This is an extreme example, but C functions often have locally scoped
temporary variables, just less. All this adds up to more stack use than
necessary, to waste of memory.

--
Bernd Paysan
"If you want it done right, you have to do it yourself"
http://www.jwdt.com/~paysan/

Put the variables in inner scopes, and gcc will re-use registers at least.
I don't have that many in my byte-code machine so I haven't noticed if it
re-uses stack space or not. It definitely re-uses processor registers. E.g.

CASE(bc_usub) {
z_word_t ul1, ul2;

ul2 = *sp++;
ul1 = *sp;
if (ul2 > ul1) {
ex->ex_PC = pc;
runError(ex, "run-time uint sub underflow");
return;
}
*sp = ul1 - ul2;
BREAK;
}

(CASE and BREAK are macros that will do switch statement stuff or gcc's
computed goto stuff, depending on compile-time flags.)

--
Experience should guide us, not rule us.

Chris Gray cg@ami-cg.GraySage.COM
http://www.Nalug.ORG/ (Lego)
http://www.GraySage.COM/cg/ (Other)
Back to top
Peter Dickerson
Guest





Posted: Wed Nov 30, 2005 9:15 am    Post subject: Re: Thread Stacks Reply with quote

"George Neuner" <gneuner2/@comcast.net> wrote in message
news:614po1hhnliu3bjvkq3n9eag1p9p18bvdn@4ax.com...
Quote:
On Tue, 29 Nov 2005 10:33:11 +0000, Ian Rogers
ian.rogers@manchester.ac.uk> wrote:

George Neuner wrote:
On 32-bit Intel or AMD you could (ab)use MMU segments ... the logical
address space is 64TB IIRC. Of course the physical address space is
only 4GB so you would also have to maintain alternate page table sets
and swap them as necessary.

The logical space is only 4GB. The base address of the selector gets
added to the address and truncated to 4GB to form the logical address
(which is a shame as it'd be nice sometimes to address more than 4GB of
RAM in a single process). The logical address then gets mapped through
the page tables onto a 36bit physical memory address. Hence 64TB of
physical memory addressable but only 4GB addressable in a single process.

Ian Rogers

No. The *physical* space is 4GB - the P6 and later added support for
banked access to up to 64GB.

The *logical* address space is ~16000 4GB segments [I don't remember
the exact number - some of the selector values are illegal].

OK, I wondered where you got 46 bits from. If you are allowing traps often
to change the physical memory map every time a selector is loaded. But in
that case why does the selector have to be ring 3 (say).
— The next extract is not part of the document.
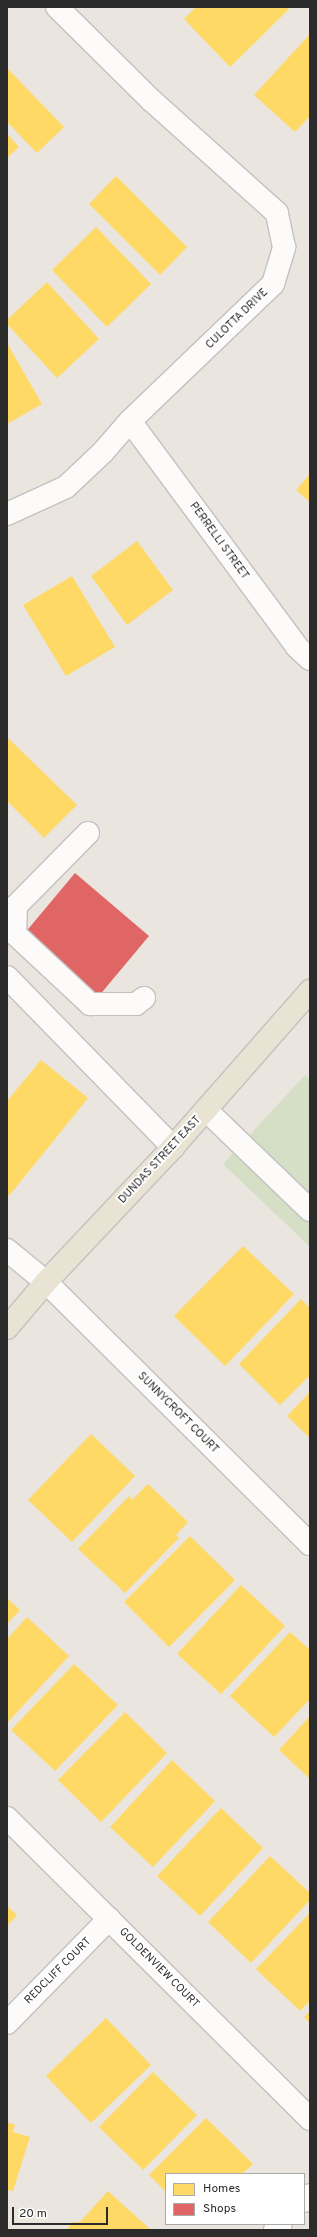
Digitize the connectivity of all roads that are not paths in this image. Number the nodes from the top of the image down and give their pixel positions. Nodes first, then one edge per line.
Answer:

Such an OS could
use the ring number as part of the logical address - of course the actual
selector value loaded would be different, so you can't save it and reload it
safely... In this case loading a selector into a segment register can be
viewed as an OS call to change the memory bank switching logic.

Peter
Back to top
Bernd Paysan
Guest





Posted: Wed Nov 30, 2005 4:35 pm    Post subject: Re: Thread Stacks Reply with quote

Chris Gray wrote:
Quote:
Put the variables in inner scopes, and gcc will re-use registers at least.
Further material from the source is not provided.